Data records:
══════════════════════════════
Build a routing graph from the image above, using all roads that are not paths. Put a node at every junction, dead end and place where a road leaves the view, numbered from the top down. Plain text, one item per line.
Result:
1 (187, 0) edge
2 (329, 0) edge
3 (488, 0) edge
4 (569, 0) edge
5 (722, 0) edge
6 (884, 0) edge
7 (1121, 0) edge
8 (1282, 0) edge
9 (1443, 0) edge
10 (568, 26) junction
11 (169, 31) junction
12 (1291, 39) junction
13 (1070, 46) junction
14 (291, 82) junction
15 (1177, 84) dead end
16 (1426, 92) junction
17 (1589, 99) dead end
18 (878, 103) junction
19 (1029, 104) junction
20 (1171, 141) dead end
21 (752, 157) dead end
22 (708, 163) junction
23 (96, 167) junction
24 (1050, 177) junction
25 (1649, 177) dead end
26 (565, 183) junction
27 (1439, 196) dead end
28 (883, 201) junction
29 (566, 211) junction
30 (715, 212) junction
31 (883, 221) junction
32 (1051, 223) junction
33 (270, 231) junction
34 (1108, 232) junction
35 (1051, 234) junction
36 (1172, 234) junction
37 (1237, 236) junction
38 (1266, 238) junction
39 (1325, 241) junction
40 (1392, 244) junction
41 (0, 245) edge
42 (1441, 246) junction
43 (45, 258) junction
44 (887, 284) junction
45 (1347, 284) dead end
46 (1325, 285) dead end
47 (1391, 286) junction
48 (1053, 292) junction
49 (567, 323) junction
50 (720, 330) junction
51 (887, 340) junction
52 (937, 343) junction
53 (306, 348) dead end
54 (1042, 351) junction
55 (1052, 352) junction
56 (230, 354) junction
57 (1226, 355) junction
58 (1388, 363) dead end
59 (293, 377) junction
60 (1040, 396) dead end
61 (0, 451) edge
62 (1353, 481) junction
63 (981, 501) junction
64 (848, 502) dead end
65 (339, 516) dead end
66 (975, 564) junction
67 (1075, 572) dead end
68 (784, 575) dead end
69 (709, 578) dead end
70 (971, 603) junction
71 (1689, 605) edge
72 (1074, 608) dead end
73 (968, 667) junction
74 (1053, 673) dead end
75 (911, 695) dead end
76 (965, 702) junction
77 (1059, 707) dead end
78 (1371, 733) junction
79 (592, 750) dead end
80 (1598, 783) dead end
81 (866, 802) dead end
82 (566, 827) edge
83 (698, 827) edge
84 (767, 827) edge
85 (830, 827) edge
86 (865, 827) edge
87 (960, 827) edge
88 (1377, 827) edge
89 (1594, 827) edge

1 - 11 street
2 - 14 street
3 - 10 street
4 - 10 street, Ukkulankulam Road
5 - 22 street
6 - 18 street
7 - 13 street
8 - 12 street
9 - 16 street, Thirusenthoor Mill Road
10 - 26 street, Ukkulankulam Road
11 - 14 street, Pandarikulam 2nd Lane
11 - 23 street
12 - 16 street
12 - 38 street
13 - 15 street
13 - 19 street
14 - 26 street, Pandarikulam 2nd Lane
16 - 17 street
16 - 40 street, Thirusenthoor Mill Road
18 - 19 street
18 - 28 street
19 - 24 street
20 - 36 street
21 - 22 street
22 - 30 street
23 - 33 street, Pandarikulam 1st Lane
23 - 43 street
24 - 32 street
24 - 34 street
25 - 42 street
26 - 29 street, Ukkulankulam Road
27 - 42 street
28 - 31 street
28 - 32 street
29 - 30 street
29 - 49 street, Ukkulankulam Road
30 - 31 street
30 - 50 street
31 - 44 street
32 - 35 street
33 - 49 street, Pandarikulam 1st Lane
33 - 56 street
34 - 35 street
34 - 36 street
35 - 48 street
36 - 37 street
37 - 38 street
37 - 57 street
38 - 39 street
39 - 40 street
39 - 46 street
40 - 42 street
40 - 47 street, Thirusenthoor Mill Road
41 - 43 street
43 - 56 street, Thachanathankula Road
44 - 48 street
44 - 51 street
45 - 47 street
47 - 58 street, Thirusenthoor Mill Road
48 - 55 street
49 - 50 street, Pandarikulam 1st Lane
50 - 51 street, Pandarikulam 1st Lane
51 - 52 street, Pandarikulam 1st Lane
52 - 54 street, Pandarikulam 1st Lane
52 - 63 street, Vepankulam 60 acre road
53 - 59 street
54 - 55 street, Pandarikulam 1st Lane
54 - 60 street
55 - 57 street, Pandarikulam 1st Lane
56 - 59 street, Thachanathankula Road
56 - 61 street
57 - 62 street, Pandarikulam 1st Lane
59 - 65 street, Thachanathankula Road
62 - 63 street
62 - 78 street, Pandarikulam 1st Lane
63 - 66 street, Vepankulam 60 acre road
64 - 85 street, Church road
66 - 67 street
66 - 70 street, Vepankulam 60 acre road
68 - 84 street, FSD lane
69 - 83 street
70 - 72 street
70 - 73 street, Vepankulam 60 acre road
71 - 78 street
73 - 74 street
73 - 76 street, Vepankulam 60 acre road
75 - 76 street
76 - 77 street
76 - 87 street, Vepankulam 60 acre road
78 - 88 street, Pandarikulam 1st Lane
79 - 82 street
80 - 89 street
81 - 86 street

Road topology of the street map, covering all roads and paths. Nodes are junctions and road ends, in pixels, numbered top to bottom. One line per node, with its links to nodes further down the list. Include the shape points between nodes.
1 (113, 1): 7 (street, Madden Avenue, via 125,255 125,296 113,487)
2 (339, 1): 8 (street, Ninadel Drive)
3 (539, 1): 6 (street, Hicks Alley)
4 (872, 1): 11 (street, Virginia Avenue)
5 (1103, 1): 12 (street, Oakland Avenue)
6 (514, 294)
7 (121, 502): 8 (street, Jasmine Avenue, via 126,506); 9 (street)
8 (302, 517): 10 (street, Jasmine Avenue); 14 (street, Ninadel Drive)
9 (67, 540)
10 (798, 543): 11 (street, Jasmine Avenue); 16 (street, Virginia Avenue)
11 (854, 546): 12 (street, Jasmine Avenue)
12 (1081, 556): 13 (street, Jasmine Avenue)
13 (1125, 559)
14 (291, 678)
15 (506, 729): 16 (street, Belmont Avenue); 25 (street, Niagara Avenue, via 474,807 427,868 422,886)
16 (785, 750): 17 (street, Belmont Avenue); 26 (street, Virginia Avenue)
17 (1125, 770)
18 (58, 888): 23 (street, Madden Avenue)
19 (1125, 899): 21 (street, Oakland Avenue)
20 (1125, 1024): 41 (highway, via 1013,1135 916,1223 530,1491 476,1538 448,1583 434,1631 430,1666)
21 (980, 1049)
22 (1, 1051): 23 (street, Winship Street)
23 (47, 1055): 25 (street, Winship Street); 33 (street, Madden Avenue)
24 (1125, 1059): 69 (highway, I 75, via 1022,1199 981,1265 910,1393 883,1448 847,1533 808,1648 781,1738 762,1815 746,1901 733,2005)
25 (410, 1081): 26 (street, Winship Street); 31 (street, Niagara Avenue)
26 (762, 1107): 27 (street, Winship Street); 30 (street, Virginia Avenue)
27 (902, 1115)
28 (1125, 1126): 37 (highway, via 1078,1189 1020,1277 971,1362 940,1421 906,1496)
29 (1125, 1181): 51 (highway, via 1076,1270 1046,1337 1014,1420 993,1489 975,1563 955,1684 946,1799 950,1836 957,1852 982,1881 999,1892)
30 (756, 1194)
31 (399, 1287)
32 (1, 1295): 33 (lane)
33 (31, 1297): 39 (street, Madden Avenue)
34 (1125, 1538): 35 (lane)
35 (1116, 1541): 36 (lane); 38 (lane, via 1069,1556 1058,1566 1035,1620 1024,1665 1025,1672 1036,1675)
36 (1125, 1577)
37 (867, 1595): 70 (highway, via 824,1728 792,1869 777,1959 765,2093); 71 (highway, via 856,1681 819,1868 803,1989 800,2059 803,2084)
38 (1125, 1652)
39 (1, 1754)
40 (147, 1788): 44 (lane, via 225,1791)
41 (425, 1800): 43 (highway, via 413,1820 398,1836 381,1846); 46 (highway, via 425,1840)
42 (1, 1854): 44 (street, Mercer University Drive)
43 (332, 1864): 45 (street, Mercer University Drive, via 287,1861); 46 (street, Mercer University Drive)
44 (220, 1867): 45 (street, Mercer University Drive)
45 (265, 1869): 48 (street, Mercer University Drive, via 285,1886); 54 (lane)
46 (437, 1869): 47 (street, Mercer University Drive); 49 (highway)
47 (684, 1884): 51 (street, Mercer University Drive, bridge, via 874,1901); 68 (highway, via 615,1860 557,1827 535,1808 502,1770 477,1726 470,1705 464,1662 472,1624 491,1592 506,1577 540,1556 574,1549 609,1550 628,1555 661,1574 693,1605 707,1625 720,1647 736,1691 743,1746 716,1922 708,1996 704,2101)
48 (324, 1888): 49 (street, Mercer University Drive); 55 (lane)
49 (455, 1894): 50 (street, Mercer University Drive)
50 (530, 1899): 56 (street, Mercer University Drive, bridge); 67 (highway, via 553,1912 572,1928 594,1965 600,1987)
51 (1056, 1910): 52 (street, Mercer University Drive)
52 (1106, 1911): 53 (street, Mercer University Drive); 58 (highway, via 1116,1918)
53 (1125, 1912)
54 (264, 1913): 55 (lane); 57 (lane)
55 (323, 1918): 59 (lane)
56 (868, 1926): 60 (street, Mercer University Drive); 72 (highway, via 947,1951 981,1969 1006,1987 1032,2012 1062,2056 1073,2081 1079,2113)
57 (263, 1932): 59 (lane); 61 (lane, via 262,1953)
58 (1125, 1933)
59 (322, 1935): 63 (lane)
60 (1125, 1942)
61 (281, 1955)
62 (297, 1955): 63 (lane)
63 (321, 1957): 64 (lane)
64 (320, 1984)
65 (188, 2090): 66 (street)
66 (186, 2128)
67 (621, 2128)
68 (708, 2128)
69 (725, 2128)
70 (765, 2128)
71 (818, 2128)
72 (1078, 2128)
══════════════════════════════
• **Aim of the task**
Scan the entries above for the string "Oakland" and copy each line that contains it.

• **Solution for this problem**
5 (1103, 1): 12 (street, Oakland Avenue)
19 (1125, 899): 21 (street, Oakland Avenue)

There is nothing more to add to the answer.